The Restraint and Seclusion policy read, a restraint was any manual or mechanical device, material or equipment that immobilized or reduced the ability of a patient to move their arms, legs,body or head freely. Example included was wrist restraints. A physician order was required for the use of restraints within one hour of the initiation.

1. The facility failed to ensure a physician order was obtained each time a restraint was initiated.

a. According to Patient #4's Discharge Summary, she was admitted on 11/6/18 with a femoral neck fracture (broken hip). Review of Patient #4's Restraint Flow Sheet revealed bilateral wrist restraints were documented by RN #26 on 11/7/18 at 8:00 p.m., to protect her from removing or dislodging her airway management device. Further review of Patient #4's medical record revealed an order for Patient #4's restraints was not obtained until 11/8/18 at 8:10 a.m., 12 hours later. This was in contrast to the policy which stated a physician order should be obtained within one hour of initiation of restraints.

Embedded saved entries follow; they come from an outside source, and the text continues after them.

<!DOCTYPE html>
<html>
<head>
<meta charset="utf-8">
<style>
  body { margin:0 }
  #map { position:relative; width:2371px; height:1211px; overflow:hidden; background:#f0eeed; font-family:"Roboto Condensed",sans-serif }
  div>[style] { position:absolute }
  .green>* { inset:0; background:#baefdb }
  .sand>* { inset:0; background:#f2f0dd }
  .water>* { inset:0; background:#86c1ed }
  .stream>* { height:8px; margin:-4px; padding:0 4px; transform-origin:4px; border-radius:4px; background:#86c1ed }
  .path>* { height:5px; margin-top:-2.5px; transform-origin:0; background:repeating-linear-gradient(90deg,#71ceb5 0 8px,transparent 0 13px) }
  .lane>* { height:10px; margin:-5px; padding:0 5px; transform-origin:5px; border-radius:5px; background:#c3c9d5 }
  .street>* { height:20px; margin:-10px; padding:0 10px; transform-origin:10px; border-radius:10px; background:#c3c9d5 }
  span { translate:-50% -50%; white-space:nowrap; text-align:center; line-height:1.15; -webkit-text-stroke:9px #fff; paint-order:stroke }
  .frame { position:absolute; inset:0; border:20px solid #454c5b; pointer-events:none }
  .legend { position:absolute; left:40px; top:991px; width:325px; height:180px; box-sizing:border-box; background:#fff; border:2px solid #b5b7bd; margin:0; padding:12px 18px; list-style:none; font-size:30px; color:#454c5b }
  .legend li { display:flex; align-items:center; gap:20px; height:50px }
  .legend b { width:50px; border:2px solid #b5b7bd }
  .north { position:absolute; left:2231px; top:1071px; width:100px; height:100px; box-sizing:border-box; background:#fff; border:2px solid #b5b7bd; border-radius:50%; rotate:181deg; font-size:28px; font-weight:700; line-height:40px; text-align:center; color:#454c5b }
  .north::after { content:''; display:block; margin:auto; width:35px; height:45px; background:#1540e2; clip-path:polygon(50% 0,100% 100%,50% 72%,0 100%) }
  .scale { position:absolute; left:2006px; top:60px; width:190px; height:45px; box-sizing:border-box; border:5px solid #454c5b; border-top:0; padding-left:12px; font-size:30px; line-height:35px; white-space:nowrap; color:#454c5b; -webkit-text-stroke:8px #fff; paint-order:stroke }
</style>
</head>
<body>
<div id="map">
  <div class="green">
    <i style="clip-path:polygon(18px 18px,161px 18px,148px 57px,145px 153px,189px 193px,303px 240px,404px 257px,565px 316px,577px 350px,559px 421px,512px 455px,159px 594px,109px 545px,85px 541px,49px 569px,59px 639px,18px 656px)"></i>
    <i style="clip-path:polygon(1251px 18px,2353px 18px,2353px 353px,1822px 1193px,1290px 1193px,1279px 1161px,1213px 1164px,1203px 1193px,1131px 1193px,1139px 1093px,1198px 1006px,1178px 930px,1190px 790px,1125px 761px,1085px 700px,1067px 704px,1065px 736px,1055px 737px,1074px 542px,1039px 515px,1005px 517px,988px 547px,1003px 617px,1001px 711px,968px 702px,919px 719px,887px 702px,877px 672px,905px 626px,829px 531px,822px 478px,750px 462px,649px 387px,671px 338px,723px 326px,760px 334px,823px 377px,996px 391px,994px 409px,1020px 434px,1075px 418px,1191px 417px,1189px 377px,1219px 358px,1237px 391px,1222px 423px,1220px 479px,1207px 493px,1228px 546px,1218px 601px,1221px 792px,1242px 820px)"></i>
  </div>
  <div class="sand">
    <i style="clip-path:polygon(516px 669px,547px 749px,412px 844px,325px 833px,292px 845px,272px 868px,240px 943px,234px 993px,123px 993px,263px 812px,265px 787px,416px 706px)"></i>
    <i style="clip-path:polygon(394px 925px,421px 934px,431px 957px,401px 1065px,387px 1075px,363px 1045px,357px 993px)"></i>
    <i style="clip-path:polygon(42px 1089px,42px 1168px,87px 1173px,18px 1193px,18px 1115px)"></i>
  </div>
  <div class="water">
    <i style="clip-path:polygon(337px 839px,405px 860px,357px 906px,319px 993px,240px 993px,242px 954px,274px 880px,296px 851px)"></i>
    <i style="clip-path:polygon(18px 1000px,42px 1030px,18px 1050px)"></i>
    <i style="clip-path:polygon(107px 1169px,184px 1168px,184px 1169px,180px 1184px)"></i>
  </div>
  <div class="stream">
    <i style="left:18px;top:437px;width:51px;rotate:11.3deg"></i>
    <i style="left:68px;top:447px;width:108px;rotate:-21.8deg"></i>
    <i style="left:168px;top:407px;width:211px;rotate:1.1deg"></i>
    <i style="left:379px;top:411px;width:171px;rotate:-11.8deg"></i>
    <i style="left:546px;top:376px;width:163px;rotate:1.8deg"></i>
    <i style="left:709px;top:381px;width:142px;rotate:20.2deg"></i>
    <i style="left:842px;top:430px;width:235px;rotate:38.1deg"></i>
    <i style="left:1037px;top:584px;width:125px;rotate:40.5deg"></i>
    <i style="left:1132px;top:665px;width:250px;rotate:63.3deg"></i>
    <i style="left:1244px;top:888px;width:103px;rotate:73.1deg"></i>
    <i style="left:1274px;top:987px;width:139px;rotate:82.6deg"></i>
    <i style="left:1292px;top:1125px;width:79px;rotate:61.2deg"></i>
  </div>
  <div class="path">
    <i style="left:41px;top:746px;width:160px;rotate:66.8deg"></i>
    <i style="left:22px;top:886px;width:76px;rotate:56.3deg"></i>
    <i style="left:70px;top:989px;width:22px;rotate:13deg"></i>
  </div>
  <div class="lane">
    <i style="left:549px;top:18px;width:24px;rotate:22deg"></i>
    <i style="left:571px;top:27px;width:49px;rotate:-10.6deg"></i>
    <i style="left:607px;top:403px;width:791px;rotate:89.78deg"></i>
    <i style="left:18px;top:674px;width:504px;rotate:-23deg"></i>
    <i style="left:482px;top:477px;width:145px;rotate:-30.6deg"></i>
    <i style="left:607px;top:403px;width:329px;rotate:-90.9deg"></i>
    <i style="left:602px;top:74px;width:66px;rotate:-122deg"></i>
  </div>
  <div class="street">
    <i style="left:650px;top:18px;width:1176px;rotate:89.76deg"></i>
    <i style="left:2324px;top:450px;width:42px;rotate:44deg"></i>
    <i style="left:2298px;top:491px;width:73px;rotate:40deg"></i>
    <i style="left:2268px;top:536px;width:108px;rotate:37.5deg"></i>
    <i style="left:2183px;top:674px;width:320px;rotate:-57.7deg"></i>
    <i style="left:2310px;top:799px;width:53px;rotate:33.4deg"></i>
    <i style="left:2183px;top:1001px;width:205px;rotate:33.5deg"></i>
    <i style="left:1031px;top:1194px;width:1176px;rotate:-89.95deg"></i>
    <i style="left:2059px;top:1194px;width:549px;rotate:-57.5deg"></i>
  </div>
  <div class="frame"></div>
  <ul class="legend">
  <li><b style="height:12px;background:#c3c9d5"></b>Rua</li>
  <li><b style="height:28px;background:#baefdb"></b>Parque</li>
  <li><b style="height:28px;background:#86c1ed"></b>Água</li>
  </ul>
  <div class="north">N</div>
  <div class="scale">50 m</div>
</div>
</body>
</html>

b. According to Patient #2's Operative Note (Op Note), she had surgery on 10/7/18 to repair a fractured hip. Review of Patient #2's Restraint Flow Sheet revealed bilateral wrist restraints were initiated on 10/9/18 at 3:00 p.m. by registered nurse (RN) #25. The reasons listed for the restraints was to protect Patient #2 from injury due to inability to comply with safety measures and to prevent her from removing or dislodging her airway management devices. Further review of Patient #2's medical record revealed an order was not obtained until 10/9/18 at 8:11 p.m., five hours later.

c. On 5/7/19 at 4:23 p.m., an interview with RN #13 was conducted. RN #13 stated when restraints were initiated she would call the patient's physician to discuss the reason needed, such as attempting to remove the endotracheal tube (airway management device). RN #13 stated she would get the order for restraints immediately or within one hour of initiation to protect the patient's rights. RN #13 referenced the restraint policy as to the reason she knew to obtain an order within one hour. RN #13 stated she was not allowed to restrain a patient without a physician's order because it was illegal to tie someone down without a reason. RN #13 stated the facility provided yearly updated reviews for restraint use.

d. On 5/8/19 at 10:22 a.m., RN #15 was interviewed while clinical informatics (CI) #16 assisted him to review the medical records of Patient #2 and #4. RN #15 stated a physician's order was required within one hour anytime restraints were initiated. RN #15 stated without a physician's order, the patient's rights were not protected. RN #15 stated the facility provided an annual refresher regarding restraint ordering, application and documentation requirements. RN #15 referred to the restraint policy as the way he had his knowledge about restraints. Additionally, RN #15 stated orders were supposed to be reviewed during shift report in order to verify they had been obtained.

RN #15 verified Patient #2 and Patient #4 were restrained without a physician order as required within one hour.

e. On 5/8/19 at 1:08 p.m., the intensive care unit (ICU director (Director) #17 was interviewed. Director #17 referenced the restraint policy and stated a physician order had to be obtained within one hour of initiation. Director #17 stated the order was obtained at the same time the RN informed the physician of the patient change in behavior. Director #17 stated nurses were required to obtain an order even if a patient was admitted to the ICU in restraints from another unit. During the interview Director #17 and Charge RN #18 verified Patient #2 was restrained and a physician order was not obtained until five hours later, as well as Patient #4 was restrained and a physician order was not obtained until 12 hours later.